Recorded data
___

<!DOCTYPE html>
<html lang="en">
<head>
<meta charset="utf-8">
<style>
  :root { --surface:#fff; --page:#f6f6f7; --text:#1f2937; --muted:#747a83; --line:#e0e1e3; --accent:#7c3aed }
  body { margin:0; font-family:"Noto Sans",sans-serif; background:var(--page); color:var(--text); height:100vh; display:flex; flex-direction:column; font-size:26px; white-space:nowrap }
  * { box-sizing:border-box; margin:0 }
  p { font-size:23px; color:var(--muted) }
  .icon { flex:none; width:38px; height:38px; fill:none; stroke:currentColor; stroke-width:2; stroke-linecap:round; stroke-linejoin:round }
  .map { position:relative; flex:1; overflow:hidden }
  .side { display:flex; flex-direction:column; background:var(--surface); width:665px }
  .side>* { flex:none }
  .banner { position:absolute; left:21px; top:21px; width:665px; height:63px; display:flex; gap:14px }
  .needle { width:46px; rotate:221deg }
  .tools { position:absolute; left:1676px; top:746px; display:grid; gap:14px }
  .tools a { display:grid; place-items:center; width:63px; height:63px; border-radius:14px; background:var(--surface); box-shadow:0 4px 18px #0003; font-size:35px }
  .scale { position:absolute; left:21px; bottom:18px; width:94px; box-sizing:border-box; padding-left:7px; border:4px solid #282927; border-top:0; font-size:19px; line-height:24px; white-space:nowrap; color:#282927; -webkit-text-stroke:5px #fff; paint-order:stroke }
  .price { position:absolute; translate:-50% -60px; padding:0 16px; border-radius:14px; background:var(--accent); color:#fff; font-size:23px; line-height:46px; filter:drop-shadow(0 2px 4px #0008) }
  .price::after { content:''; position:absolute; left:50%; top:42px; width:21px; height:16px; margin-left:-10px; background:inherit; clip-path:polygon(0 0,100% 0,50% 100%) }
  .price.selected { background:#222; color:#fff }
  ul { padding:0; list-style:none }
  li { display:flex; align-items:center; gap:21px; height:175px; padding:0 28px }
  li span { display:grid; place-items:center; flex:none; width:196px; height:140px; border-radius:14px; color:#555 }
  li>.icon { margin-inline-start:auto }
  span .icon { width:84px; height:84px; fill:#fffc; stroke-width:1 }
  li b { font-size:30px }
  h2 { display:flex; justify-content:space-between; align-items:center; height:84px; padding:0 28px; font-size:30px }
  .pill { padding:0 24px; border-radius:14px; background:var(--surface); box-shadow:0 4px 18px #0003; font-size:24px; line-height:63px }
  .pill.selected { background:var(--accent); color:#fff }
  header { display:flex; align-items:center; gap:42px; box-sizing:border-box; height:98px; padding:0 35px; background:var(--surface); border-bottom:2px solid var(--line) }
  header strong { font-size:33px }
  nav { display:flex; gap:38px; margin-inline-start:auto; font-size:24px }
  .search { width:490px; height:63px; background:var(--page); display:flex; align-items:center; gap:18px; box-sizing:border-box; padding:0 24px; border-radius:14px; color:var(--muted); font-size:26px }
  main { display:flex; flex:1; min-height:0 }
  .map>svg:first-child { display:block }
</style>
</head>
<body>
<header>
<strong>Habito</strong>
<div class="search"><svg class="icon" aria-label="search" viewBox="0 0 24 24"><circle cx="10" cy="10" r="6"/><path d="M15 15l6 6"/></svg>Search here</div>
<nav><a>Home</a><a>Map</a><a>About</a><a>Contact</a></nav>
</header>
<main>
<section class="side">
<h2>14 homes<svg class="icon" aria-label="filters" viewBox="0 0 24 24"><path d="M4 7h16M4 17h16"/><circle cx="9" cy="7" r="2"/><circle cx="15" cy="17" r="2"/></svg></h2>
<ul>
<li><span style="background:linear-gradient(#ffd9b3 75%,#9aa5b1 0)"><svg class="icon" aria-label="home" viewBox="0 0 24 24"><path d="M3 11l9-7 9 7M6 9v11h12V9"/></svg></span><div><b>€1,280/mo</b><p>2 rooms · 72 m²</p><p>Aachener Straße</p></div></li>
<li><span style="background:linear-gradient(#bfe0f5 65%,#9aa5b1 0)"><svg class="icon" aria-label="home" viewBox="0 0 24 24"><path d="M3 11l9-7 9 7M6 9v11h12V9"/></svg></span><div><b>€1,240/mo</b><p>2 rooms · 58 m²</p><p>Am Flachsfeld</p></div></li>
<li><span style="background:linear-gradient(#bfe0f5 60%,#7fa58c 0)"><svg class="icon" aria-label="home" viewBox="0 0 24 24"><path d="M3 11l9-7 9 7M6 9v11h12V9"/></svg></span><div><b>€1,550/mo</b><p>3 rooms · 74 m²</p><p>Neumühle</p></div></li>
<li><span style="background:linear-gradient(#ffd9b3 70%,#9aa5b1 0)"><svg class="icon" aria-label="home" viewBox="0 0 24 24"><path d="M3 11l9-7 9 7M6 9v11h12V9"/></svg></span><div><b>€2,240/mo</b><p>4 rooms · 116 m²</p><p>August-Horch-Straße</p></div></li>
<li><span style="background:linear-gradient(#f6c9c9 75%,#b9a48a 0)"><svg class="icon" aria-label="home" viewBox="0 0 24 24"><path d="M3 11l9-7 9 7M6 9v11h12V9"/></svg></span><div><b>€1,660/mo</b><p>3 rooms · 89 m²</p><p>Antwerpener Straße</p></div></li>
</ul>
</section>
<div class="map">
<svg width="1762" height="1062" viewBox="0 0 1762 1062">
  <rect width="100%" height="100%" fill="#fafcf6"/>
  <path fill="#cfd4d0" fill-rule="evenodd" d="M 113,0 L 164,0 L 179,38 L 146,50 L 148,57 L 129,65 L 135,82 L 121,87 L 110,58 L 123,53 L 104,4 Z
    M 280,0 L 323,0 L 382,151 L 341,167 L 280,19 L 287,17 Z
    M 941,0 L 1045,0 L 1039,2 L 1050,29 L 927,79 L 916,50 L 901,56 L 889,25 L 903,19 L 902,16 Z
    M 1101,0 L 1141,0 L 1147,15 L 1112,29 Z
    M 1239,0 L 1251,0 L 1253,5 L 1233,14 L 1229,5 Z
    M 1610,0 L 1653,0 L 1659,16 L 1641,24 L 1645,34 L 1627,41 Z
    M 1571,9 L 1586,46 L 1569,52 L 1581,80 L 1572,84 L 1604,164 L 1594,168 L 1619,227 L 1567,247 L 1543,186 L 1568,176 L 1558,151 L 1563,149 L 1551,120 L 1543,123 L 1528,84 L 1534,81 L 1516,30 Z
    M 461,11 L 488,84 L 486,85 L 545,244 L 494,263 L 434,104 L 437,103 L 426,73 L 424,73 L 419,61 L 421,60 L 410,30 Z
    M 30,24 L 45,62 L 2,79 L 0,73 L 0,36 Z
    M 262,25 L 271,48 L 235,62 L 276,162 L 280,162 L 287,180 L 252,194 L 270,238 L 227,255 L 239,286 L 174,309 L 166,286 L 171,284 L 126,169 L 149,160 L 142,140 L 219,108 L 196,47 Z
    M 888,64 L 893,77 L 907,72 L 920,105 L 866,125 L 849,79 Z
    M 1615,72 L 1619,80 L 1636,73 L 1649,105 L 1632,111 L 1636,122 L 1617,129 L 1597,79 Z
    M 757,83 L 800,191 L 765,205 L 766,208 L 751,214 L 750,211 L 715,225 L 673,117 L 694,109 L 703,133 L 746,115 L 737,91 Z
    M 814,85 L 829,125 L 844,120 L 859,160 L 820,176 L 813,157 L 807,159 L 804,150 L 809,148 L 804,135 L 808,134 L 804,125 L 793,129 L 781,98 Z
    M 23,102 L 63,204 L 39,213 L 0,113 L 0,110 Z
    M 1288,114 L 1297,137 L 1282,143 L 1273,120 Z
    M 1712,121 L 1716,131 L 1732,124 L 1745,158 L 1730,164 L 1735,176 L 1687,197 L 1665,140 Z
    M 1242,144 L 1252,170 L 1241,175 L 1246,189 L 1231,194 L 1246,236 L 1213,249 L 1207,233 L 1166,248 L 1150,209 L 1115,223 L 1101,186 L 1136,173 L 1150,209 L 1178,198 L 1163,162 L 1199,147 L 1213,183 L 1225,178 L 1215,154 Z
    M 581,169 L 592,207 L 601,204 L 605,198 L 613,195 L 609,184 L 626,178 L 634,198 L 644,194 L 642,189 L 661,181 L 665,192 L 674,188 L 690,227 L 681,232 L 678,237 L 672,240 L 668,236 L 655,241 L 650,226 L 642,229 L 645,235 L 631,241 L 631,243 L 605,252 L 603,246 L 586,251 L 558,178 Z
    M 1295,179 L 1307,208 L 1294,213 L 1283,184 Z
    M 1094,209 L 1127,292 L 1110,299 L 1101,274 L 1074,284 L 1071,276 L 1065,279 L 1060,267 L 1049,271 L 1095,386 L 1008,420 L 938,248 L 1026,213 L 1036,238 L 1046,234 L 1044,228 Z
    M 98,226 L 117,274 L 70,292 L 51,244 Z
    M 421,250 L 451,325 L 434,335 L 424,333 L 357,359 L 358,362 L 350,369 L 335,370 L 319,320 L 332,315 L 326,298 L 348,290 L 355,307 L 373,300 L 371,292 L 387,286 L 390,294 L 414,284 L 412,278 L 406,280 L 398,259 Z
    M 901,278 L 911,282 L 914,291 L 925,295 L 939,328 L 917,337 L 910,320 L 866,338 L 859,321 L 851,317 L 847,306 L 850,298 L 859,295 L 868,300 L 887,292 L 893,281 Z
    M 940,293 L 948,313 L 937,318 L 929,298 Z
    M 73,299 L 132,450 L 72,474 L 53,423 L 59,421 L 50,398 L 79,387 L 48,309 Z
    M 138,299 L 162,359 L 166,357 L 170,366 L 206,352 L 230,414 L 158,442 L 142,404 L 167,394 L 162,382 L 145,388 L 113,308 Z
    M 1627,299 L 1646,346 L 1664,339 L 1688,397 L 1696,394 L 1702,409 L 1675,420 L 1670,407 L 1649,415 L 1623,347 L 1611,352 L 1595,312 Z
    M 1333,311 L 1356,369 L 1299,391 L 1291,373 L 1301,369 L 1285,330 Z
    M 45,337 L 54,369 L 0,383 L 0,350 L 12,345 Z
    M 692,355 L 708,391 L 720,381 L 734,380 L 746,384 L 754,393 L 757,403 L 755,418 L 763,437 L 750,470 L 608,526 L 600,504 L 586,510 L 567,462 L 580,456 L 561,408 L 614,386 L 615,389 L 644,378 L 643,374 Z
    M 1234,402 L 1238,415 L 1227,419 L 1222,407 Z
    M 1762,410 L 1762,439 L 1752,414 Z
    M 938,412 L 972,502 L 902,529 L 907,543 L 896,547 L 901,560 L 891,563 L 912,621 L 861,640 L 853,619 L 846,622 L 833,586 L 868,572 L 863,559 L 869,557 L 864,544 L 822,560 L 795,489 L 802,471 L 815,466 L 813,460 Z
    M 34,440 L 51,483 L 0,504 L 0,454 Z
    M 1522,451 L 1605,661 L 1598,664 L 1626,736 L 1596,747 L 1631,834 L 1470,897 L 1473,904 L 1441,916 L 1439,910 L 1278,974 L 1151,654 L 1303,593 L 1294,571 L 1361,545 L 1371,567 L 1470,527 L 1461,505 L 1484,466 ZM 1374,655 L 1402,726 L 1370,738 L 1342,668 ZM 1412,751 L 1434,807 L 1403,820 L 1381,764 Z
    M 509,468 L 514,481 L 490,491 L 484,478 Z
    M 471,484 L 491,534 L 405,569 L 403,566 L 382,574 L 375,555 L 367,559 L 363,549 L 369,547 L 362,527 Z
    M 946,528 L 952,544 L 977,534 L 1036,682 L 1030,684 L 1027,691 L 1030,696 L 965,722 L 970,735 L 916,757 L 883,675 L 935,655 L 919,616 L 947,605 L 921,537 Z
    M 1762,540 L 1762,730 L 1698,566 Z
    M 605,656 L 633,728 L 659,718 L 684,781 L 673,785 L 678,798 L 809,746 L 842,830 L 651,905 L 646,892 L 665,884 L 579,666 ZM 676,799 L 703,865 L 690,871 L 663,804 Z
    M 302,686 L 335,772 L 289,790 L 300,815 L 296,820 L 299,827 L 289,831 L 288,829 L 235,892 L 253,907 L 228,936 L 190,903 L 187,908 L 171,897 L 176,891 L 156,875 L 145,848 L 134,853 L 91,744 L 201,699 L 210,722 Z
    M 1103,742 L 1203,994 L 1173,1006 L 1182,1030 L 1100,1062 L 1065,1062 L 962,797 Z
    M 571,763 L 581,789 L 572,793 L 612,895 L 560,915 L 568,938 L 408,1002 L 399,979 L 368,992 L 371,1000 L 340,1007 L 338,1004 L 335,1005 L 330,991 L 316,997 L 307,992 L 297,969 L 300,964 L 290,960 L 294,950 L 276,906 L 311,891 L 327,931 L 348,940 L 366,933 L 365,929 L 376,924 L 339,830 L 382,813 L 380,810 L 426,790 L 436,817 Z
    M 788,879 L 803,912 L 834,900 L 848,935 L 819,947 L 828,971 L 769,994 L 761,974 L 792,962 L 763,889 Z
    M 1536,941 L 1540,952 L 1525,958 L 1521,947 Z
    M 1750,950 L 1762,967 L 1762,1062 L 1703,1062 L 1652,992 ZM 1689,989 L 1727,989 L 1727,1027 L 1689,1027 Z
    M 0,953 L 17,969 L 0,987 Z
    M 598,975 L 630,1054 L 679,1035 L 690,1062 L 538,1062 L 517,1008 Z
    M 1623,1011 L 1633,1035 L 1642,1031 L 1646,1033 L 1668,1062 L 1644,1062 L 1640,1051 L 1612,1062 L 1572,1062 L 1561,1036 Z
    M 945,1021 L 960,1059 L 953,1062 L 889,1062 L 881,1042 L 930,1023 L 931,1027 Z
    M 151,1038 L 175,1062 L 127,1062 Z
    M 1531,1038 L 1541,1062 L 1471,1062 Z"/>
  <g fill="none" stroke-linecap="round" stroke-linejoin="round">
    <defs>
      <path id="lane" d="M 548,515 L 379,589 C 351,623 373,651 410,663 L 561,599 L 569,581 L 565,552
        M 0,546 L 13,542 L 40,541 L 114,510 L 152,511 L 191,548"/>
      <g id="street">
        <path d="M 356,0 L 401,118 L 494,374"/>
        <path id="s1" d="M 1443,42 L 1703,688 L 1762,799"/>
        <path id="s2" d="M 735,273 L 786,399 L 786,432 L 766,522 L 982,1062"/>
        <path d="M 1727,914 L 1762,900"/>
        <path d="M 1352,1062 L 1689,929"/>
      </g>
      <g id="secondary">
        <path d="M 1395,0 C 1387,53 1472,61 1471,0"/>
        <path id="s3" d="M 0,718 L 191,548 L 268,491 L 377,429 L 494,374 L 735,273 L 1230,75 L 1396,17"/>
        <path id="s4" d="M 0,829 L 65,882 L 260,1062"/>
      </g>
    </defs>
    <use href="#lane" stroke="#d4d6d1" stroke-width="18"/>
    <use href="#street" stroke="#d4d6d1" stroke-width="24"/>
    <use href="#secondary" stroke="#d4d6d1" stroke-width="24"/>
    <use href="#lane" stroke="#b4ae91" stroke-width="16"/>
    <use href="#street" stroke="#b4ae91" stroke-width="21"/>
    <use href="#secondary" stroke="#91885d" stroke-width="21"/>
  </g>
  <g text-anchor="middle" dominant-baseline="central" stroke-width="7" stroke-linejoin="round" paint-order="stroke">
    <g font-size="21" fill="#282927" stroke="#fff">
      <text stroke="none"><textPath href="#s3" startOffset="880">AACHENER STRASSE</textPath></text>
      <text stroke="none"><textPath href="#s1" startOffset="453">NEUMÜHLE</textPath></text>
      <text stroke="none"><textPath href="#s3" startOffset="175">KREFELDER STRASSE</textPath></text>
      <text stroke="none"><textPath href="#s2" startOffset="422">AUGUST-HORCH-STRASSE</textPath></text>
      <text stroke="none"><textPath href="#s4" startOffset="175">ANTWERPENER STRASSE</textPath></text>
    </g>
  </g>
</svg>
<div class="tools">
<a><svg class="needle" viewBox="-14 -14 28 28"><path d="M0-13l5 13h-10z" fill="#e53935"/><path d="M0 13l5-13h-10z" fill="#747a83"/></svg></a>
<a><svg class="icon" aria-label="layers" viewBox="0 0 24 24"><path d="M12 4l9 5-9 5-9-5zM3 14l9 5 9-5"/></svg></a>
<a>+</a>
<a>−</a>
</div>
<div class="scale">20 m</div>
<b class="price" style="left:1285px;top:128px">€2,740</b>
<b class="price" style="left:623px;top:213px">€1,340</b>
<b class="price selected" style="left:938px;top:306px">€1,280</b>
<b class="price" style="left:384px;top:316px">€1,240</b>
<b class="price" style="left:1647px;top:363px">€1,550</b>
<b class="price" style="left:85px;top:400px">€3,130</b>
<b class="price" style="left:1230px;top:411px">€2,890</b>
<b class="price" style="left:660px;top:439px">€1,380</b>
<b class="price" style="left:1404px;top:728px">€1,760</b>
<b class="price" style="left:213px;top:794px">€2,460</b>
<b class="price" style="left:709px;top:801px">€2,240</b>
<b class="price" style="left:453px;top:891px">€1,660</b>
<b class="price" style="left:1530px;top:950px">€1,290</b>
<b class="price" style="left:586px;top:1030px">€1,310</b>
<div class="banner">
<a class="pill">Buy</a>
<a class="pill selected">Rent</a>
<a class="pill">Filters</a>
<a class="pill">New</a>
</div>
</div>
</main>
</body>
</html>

___

*INSTRUCTIONS FOR THE TASK*. Some lines above contain the word "tools". Copy each of them.

*ANSWER TO THIS TASK*.
  .tools { position:absolute; left:1676px; top:746px; display:grid; gap:14px }
  .tools a { display:grid; place-items:center; width:63px; height:63px; border-radius:14px; background:var(--surface); box-shadow:0 4px 18px #0003; font-size:35px }
<div class="tools">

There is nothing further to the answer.